The U.S. Supreme Court has declined to review a data breach case that would have been the first of its kind to be reviewed by the high court.
The class action lawsuit against CareFirst Blue Cross Blue Shield is now headed back to a Washington federal trial court.
On Tuesday, the Supreme Court “denied certiorari” in the CareFirst vs. Attitas case. This means the case goes back to court that dismissed CareFirst’s request that the case against the insurer be thrown out, says Troy Giatras of Giatras Law Firm PLLC, one of the attorneys representing plaintiffs in the case. That clears the way for the case, filed on behalf of individuals whose data was breached, to potentially go to trial.

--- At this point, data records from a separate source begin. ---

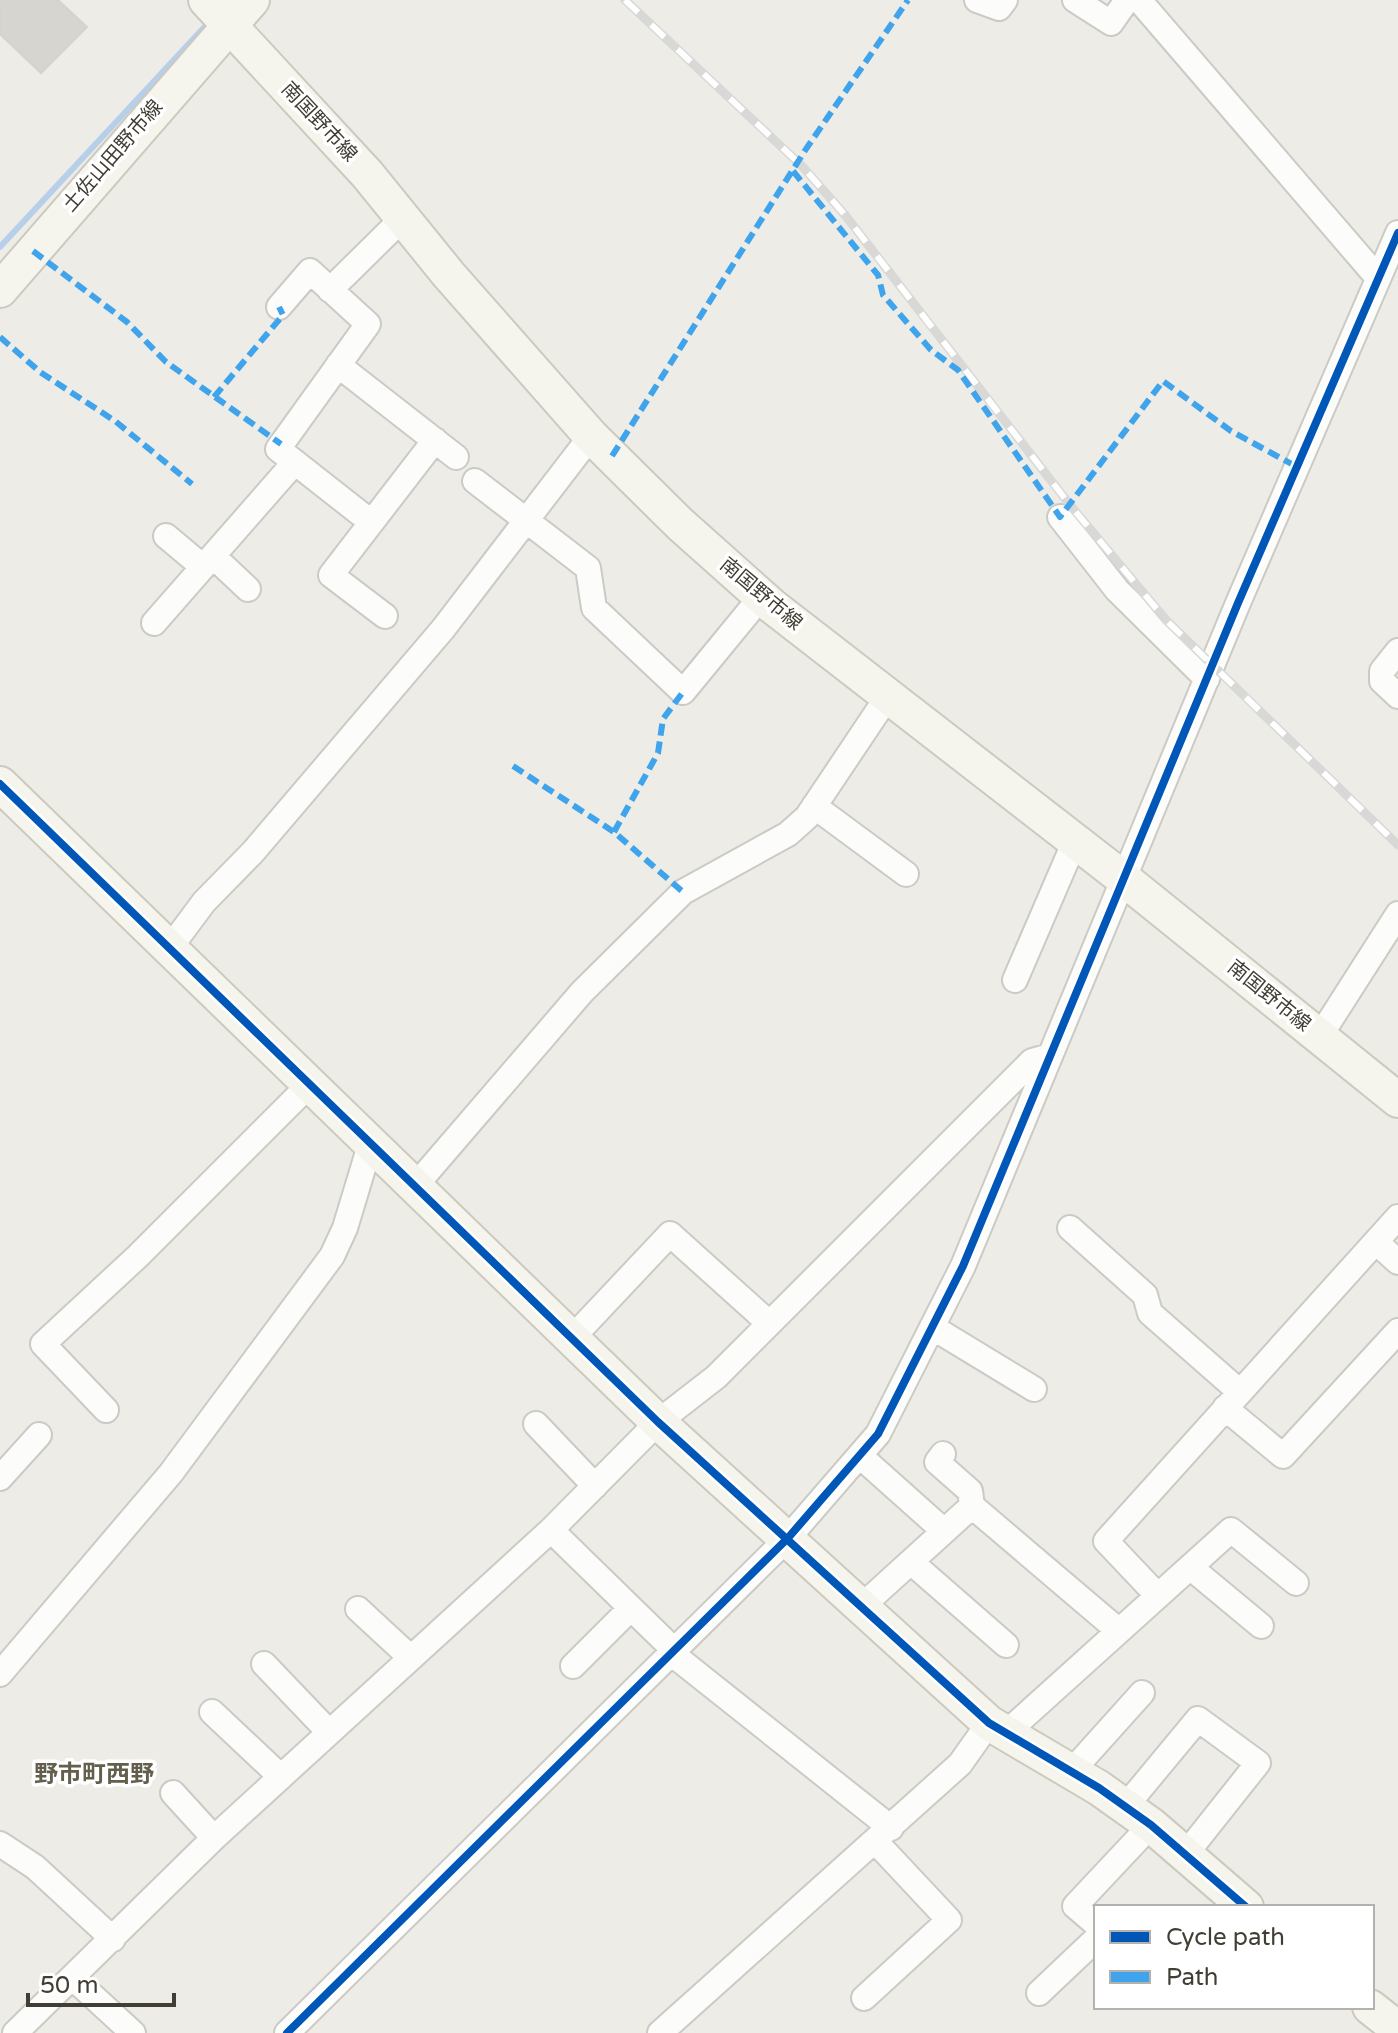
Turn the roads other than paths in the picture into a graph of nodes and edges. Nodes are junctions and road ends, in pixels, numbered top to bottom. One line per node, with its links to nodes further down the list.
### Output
1 (977, 0): 2 (street)
2 (1005, 0)
3 (1075, 0): 4 (street)
4 (1127, 0)
5 (1139, 0): 9 (street)
6 (229, 8): 7 (main road, 南国野市線); 10 (main road, 土佐山田野市線)
7 (403, 218): 11 (street); 14 (main road, 南国野市線)
8 (1398, 233): 9 (street)
9 (1378, 278): 29 (street)
10 (0, 290)
11 (330, 290): 12 (street); 13 (street)
12 (279, 307)
13 (338, 365): 15 (street); 17 (street)
14 (591, 436): 20 (street); 25 (main road, 南国野市線)
15 (435, 440): 16 (street); 21 (street)
16 (456, 457)
17 (295, 462): 21 (street); 23 (street)
18 (475, 481): 20 (street)
19 (1060, 517): 29 (street)
20 (528, 519): 25 (street); 38 (street)
21 (371, 522): 26 (street)
22 (166, 536): 23 (street)
23 (208, 562): 24 (street); 27 (street)
24 (248, 589)
25 (761, 597): 30 (main road, 南国野市線)
26 (385, 616)
27 (154, 623)
28 (1398, 651): 31 (street)
29 (1207, 679): 36 (street)
30 (888, 696): 33 (street); 34 (main road, 南国野市線)
31 (1398, 696)
32 (0, 784): 38 (main road)
33 (814, 806): 35 (street); 45 (street)
34 (1075, 841): 36 (main road, 南国野市線); 39 (street)
35 (906, 874)
36 (1124, 879): 40 (main road, 南国野市線); 41 (street)
37 (1398, 914): 40 (street)
38 (169, 949): 42 (main road)
39 (1015, 980)
40 (1320, 1036): 43 (main road, 南国野市線)
41 (1050, 1056): 50 (street); 51 (street)
42 (310, 1084): 44 (main road); 56 (street)
43 (1398, 1100)
44 (371, 1142): 45 (main road); 82 (street)
45 (416, 1185): 53 (main road)
46 (1398, 1217): 48 (street)
47 (1070, 1228): 55 (street)
48 (1376, 1242): 49 (street); 55 (street)
49 (1398, 1262)
50 (769, 1323): 53 (street); 57 (street)
51 (932, 1327): 54 (street); 61 (street)
52 (1398, 1331): 55 (street)
53 (572, 1338): 57 (main road)
54 (1034, 1389)
55 (1232, 1400): 71 (street)
56 (106, 1410)
57 (658, 1422): 63 (street); 67 (main road)
58 (536, 1424): 63 (street)
59 (39, 1435): 62 (street)
60 (943, 1454): 64 (street)
61 (860, 1456): 66 (street); 67 (street)
62 (0, 1478)
63 (595, 1486): 65 (street)
64 (972, 1506): 66 (street); 76 (street)
65 (551, 1530): 73 (street); 79 (street)
66 (944, 1531): 68 (street)
67 (788, 1538): 72 (main road); 78 (street)
68 (911, 1562): 72 (street); 77 (street)
69 (1190, 1567): 70 (street); 71 (street); 75 (street)
70 (1296, 1583)
71 (1158, 1596): 76 (street)
72 (862, 1606): 85 (main road)
73 (631, 1608): 78 (street); 81 (street)
74 (358, 1609): 79 (street)
75 (1261, 1626)
76 (1119, 1631): 85 (street)
77 (1006, 1645)
78 (673, 1651): 91 (street); 106 (street)
79 (411, 1658): 86 (street)
80 (264, 1664): 86 (street)
81 (573, 1666)
82 (0, 1674)
83 (1142, 1693): 87 (street)
84 (212, 1712): 88 (street)
85 (997, 1728): 87 (main road); 91 (street)
86 (329, 1732): 88 (street)
87 (1071, 1772): 90 (main road)
88 (281, 1777): 92 (street)
89 (173, 1793): 92 (street)
90 (1138, 1816): 94 (main road); 94 (street); 96 (street)
91 (883, 1834): 101 (street); 107 (street)
92 (214, 1838): 97 (street)
93 (0, 1844): 97 (street)
94 (1185, 1855): 95 (main road)
95 (1244, 1905)
96 (1094, 1922)
97 (113, 1939): 99 (street)
98 (1094, 1941): 100 (street)
99 (73, 1978): 104 (street); 105 (street)
100 (1039, 1993)
101 (864, 1998)
102 (1373, 2009): 103 (main road)
103 (1398, 2029)
104 (15, 2033)
105 (133, 2033)
106 (287, 2033)
107 (660, 2033)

Attorney Jonathan Nace of the law firm Nadel and Nace, which also represents plaintiffs in the case, tells Information Security Media Group: “We don’t believe that the Supreme Court needs to spend its time developing unique standing jurisprudence in the data breach field. The fact is that data breaches are happening all the time. The D.C. Circuit’s opinion and the Supreme Court’s decision to deny cert simply indicate that our courts will permit citizens to hold corporations accountable when they fail to take reasonable precautions to protect our data. When you consider all of the Americans who have had their data exposed, it is important that corporate America understands that if they do not take reasonable steps to protect data, they will be held responsible. ”
As far as where the case goes from here, “we are prepared to immediately proceed to discovery and move the case forward,” he says.
In October, CareFirst BlueCross BlueShield filed a petition asking the Supreme Court to review the case filed against the health insurer in the wake of a 2014 cyberattack, which involved the hacking of a database that impacted 1.1 million individuals.
CareFirst’s petition to the Supreme Court came after the U.S. Court of Appeals for the District of Columbia on Sept. 6 granted CareFirst’s request for a “stay” or pause on that court’s Aug. 1 ruling allowing plaintiffs in the CareFirst case to proceed with their punitive class action lawsuit against the insurer (see Could CareFirst Data Breach Care Be Headed to Supreme Court?).
That August decision by the appeals court overturned a lower court’s dismissal of the case against CareFirst. In its ruling, the appellate court noted that a group of CareFirst health plan members “attributed the breach to the company’s carelessness.”
The lower district court had dismissed the case for lack of standing, finding the risk of future injury to the plaintiffs too speculative to establish injury in fact.
The appellate court disagreed with the lower court’s reasoning: “We conclude that the district court gave the complaint an unduly narrow reading. Plaintiffs have cleared the low bar to establish their standing at the pleading stage. We accordingly reverse.”
In its ruling, the appellate court noted that the plaintiffs in the CareFirst lawsuit alleged that the data breach exposed them to a heightened risk of identity theft.
CareFirst asked the high court to examine “whether a plaintiff has Article III standing based on a substantial risk of harm that is not imminent and where the alleged future harm requires speculation about the choices of third-party actors not before the court.”
“Article III standing” means a plaintiff has the legal right to initiate a lawsuit if three requirements are met, including the plaintiff has suffered a concrete injury; the injury is fairly traceable to actions of the defendant; and it must be likely – not merely speculative – that the injury will be redressed by a favorable decision.
Interpreting Court Action
Steven Teppler, an attorney at Abbott Law Group, who is not involved in the case, says it appears that by declining to hear the case, the Supreme Court “found it premature to say that there was no injury-in-fact, or imminent injury” to those impacted by the data breach, allowing the appeals court ruling reversing the dismissal by the lower court to stand.
“This is a precedent for other circuit courts,” Teppler says.
What’s the lesson so far for other organizations that suffer breaches? “Businesses and organizations that hold people’s private, sensitive data have the responsibility to take necessary steps to protect it. And there are consequences if that’s not done,” Giatras says.
CareFirst declined to comment on the Supreme Court’s decision.